Emotional Marketing

The Dynamic Nature of Emotional Marketing

Emotions are a polarizing thing. Some of us feel like they’re a burden, something that we have to control and repress. Others are expressive, embrace their emotions, and wear their heart on their sleeve. Regardless of how we handle them, we think of our emotions as deeply personal. They are reflective of our inner-most thoughts and genuine feelings. But that isn’t true.

We have emotional influences coming at us from every direction. Whether you like it or not, your emotions have a price tag attached to them. This is an entirely different way of thinking about emotional responses, especially in the cases of brand messaging. Your emotions to commercials and print ads are not organic—they’re manufactured by brands who are willing to put funds towards emotional marketing.

Now, don’t get discouraged. Emotional marketing may sound like a moneymaking ploy, but it can be a powerful marketing tool used for genuine good. It’s about reaching customers in a meaningful way and developing brand awareness. It gives consumers an emotional reason to invest in your brand.

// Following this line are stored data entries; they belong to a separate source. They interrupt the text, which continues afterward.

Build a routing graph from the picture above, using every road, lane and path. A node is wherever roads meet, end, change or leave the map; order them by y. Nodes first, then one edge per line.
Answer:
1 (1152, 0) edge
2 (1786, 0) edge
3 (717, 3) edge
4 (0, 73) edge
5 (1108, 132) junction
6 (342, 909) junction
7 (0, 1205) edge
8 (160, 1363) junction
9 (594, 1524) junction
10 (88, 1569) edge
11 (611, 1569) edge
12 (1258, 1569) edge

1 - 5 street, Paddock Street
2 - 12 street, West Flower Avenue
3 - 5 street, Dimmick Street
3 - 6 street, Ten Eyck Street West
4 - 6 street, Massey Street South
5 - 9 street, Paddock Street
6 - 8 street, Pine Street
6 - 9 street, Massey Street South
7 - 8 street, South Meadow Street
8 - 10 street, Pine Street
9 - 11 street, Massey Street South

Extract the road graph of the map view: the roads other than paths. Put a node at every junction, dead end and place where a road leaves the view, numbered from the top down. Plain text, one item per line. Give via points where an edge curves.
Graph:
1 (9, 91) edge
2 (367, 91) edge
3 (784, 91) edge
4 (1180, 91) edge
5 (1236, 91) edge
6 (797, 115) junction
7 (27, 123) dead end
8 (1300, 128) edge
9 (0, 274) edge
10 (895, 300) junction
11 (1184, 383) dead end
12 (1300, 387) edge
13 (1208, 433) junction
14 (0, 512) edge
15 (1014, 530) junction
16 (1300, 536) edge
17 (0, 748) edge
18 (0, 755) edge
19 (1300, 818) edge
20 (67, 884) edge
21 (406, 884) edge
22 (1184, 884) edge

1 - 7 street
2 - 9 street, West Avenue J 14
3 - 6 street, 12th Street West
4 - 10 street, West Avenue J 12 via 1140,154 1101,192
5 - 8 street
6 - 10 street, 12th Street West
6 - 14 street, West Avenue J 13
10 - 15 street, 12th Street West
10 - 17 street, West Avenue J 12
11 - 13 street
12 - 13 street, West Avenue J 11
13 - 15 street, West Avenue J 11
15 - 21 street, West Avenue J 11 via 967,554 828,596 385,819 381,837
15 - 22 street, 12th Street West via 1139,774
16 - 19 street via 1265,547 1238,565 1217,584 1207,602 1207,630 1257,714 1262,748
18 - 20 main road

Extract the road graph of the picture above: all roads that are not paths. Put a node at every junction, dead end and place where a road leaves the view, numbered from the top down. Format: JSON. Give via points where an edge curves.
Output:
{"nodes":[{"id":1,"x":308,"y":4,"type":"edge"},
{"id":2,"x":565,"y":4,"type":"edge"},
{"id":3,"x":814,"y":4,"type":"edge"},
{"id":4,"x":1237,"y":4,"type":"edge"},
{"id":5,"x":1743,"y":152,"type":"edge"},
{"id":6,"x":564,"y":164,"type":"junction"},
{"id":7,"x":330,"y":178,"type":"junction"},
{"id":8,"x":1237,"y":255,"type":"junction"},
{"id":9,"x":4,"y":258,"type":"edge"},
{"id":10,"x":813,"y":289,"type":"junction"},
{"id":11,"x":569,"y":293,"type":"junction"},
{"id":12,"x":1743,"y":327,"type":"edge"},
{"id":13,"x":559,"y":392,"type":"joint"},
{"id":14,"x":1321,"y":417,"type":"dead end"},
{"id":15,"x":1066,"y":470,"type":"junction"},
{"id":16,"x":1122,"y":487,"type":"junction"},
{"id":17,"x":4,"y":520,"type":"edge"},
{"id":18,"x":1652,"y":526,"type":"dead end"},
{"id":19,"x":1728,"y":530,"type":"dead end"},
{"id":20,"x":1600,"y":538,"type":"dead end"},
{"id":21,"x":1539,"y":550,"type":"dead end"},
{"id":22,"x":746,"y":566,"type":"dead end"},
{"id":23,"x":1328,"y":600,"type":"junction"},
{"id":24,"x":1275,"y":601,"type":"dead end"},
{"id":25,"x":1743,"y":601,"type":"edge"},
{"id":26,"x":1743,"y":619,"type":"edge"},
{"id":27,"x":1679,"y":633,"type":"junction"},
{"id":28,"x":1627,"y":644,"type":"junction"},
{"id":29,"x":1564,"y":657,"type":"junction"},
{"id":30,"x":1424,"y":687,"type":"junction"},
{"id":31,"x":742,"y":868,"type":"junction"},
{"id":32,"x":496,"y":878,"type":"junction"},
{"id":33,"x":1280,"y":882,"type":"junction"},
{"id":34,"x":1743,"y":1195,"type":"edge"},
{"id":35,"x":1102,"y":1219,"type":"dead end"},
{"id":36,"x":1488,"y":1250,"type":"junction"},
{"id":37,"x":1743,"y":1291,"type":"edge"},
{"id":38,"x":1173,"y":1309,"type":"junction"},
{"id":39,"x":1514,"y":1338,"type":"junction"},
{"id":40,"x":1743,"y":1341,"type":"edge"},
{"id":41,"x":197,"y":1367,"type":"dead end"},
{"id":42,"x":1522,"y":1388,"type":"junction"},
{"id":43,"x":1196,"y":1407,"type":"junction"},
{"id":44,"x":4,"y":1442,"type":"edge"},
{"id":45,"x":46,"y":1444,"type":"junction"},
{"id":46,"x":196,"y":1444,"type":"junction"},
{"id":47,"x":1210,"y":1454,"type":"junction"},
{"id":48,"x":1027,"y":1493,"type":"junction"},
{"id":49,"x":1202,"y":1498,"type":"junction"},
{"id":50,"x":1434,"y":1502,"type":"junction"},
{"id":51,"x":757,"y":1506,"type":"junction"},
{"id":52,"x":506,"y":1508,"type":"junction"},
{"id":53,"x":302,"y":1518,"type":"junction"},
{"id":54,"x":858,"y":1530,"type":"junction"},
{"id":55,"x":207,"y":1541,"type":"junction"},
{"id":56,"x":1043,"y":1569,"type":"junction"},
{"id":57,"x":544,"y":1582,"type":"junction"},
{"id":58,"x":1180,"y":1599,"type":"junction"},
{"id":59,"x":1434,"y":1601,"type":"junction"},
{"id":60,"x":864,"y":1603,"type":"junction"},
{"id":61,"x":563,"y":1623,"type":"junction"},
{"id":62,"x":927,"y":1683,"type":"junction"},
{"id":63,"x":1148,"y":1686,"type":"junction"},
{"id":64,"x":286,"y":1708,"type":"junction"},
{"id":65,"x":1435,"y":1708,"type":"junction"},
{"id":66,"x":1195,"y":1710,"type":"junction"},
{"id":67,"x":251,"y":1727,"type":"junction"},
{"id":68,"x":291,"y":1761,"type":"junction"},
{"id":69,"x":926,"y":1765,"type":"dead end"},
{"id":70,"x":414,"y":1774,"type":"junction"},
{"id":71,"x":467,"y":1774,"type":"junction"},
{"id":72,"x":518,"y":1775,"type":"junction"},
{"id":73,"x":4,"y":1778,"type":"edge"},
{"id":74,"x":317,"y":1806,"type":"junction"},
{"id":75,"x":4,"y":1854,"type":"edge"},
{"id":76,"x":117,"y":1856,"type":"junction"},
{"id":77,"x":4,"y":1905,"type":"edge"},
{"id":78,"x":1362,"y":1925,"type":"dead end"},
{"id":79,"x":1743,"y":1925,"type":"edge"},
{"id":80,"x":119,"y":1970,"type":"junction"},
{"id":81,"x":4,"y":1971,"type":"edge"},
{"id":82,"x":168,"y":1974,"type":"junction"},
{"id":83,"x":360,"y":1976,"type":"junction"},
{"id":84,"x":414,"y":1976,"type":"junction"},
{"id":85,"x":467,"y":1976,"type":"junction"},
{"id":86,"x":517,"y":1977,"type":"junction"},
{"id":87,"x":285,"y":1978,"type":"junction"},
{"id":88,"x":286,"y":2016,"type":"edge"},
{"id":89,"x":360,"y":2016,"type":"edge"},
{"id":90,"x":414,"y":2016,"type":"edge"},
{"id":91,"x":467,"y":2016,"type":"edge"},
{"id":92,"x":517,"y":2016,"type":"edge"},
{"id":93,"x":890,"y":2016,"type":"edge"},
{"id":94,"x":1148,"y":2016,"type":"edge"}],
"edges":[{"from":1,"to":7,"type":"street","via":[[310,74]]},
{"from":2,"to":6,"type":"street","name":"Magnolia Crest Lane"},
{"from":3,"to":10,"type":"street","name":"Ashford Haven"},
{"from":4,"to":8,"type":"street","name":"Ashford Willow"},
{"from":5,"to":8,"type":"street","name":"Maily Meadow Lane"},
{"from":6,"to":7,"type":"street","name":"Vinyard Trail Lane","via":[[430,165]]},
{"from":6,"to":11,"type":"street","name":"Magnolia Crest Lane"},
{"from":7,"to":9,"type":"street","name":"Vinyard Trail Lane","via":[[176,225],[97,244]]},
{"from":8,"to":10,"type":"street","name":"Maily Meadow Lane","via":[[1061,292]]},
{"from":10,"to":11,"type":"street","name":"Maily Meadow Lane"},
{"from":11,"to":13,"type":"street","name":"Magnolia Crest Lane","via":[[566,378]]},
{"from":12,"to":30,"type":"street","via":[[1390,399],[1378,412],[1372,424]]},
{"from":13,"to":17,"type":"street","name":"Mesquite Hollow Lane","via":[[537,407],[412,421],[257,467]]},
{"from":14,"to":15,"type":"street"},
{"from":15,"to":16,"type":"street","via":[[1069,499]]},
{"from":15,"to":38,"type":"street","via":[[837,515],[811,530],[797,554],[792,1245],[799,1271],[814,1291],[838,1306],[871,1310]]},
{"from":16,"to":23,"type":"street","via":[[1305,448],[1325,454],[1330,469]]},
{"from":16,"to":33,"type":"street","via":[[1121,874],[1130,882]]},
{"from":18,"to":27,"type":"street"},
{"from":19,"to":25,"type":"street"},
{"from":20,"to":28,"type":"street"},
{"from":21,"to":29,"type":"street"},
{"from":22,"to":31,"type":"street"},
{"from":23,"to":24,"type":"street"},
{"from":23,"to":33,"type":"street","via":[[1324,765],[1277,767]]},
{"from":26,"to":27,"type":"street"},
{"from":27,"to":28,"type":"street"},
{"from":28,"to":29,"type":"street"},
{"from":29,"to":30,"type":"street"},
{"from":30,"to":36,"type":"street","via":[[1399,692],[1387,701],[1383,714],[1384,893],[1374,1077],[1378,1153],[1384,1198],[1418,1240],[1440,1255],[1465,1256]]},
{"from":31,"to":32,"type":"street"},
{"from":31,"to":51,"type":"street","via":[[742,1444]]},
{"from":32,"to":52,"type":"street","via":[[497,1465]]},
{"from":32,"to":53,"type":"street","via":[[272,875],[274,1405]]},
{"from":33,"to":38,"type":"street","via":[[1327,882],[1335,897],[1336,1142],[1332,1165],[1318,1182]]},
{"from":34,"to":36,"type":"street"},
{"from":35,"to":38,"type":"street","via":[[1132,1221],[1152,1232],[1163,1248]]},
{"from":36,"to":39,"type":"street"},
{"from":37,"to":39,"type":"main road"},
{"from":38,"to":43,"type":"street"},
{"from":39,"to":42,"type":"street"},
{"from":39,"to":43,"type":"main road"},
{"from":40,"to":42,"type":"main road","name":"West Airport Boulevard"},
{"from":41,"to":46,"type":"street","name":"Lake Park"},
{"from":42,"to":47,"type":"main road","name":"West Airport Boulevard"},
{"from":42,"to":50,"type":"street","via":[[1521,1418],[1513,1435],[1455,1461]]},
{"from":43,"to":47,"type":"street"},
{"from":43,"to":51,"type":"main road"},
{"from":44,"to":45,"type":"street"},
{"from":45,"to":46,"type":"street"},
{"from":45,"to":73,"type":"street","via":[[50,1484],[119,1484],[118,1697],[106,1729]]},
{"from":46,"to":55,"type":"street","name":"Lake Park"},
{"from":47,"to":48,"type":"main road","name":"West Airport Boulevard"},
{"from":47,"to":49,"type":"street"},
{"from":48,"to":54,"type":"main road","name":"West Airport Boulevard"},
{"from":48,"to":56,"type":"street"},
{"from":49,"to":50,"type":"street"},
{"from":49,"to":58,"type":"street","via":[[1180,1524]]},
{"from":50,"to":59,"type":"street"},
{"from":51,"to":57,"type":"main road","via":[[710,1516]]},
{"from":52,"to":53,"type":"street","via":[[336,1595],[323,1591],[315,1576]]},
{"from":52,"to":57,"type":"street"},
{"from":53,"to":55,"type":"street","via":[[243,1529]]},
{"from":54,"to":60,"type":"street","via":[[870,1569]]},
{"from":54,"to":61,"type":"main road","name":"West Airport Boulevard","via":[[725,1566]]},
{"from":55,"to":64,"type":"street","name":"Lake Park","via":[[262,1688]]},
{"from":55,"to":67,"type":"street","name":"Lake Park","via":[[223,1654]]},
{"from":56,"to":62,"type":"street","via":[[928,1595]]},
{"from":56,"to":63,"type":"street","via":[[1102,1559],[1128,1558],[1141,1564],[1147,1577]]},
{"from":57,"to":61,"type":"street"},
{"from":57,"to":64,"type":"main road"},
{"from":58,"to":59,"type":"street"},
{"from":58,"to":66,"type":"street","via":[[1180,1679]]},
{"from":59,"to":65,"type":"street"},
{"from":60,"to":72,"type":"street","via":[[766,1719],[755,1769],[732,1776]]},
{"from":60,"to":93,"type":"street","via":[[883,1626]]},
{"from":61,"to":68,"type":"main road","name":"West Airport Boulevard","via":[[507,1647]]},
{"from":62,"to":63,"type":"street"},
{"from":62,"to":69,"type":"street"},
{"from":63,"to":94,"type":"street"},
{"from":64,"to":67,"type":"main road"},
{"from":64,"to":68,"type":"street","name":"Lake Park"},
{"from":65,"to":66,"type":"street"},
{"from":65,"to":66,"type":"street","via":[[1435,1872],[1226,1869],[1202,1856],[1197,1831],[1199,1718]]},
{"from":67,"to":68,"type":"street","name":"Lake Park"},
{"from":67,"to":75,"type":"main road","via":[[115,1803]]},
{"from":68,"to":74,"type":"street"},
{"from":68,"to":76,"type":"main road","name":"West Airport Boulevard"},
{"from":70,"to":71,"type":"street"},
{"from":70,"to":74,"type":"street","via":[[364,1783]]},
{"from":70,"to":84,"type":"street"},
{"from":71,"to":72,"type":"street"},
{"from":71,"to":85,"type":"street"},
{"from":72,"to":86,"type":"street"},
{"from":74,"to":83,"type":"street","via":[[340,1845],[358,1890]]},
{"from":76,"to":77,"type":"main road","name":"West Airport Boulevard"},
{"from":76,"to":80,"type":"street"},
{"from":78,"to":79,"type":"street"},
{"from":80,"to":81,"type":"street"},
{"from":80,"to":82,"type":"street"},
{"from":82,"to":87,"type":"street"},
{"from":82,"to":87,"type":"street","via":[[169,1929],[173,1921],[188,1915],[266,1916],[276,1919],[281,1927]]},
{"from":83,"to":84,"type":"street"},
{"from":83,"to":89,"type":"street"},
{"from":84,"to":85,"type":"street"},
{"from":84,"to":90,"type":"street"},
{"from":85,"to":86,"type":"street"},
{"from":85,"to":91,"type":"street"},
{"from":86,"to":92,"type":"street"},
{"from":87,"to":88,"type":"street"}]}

Instead of selling a product, you’re selling a feeling.

Emotional Marketing on Computer Screen

People think with both the rational and emotional parts of their brain. When it comes to shopping habits, studies have found you make purchases for emotional reasons. That being said, just about everyone can be influenced by emotional marketing. Rational decision-makers may argue otherwise, but there’s plenty of data to prove it.

Advertising campaigns with purely emotional content perform twice as well as those with only rational content. We get invested because we find the campaign relatable and memorable. Powerful, long-term memories come from intense emotional experiences.

Our brains are great at processing emotions. We understand and interpret them quickly, but we need some time for rational arguments. In other words, we’re not very good at interpreting facts. But emotions? Yeah, we excel at deciphering emotions.

You see, people don’t just buy your product. They buy the promise of how they will feel with your product. Subconsciously, we all want to improve our lives, even if that means buying an everyday product like a bag of chips. That’s why chip ads feature happy people socializing at parties. You’re not just buying the chips; you’re purchasing the happiness that comes along with the chips.



Emotional marketing is so effective because it often challenges our human needs. Psychologist Abraham Maslow’s hierarchy of needs is a theory made of a five-tier model of human needs, often depicted as a pyramid. The theory first arose in 1943 with his paper “A Theory of Human Motivation” and later his book Motivation and Personality.

The theory suggests that people are more likely to fulfill their basic needs before attempting to fulfill their complex needs. Low-tier needs are basic and primal things like water, sleep, and air. The higher-ranking needs are much more complex and abstract—like achievements, creativity, and life purpose. In other words, you’re more likely to make sure you have food and a place to stay. Working on your confidence and self-realization are far less critical.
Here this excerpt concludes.